== Your task ==
What lines in the records below include the word "улица"? Return each one.

(Material shown begins)

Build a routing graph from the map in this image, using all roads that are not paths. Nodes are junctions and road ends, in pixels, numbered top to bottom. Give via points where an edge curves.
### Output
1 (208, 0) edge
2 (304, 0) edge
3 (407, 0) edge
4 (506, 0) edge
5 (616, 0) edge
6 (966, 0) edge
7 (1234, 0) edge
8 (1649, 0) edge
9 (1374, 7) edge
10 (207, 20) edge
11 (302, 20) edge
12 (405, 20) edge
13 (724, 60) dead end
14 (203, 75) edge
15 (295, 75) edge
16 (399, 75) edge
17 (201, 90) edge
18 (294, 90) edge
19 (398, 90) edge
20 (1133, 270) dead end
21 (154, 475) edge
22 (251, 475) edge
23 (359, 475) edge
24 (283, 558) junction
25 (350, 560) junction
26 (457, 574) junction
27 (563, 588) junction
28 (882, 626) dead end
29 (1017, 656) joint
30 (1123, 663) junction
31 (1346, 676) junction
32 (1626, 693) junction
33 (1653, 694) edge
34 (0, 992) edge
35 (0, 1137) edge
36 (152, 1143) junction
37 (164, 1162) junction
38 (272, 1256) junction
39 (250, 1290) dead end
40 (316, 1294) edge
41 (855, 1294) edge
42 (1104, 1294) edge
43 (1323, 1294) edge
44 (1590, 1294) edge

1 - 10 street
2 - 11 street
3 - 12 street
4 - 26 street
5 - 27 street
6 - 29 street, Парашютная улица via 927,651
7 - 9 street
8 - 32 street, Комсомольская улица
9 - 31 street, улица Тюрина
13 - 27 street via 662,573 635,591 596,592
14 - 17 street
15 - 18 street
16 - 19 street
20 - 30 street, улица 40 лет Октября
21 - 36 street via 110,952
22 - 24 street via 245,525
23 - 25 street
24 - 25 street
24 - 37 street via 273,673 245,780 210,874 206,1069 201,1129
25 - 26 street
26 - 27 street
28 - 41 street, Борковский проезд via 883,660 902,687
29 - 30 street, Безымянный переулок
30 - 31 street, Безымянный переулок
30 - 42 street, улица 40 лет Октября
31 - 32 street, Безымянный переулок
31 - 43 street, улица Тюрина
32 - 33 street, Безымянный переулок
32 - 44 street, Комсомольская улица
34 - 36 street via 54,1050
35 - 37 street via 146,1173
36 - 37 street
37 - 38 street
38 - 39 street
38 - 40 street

(Material shown ends)

== Solution to this exercise ==
6 - 29 street, Парашютная улица via 927,651
8 - 32 street, Комсомольская улица
9 - 31 street, улица Тюрина
20 - 30 street, улица 40 лет Октября
30 - 42 street, улица 40 лет Октября
31 - 43 street, улица Тюрина
32 - 44 street, Комсомольская улица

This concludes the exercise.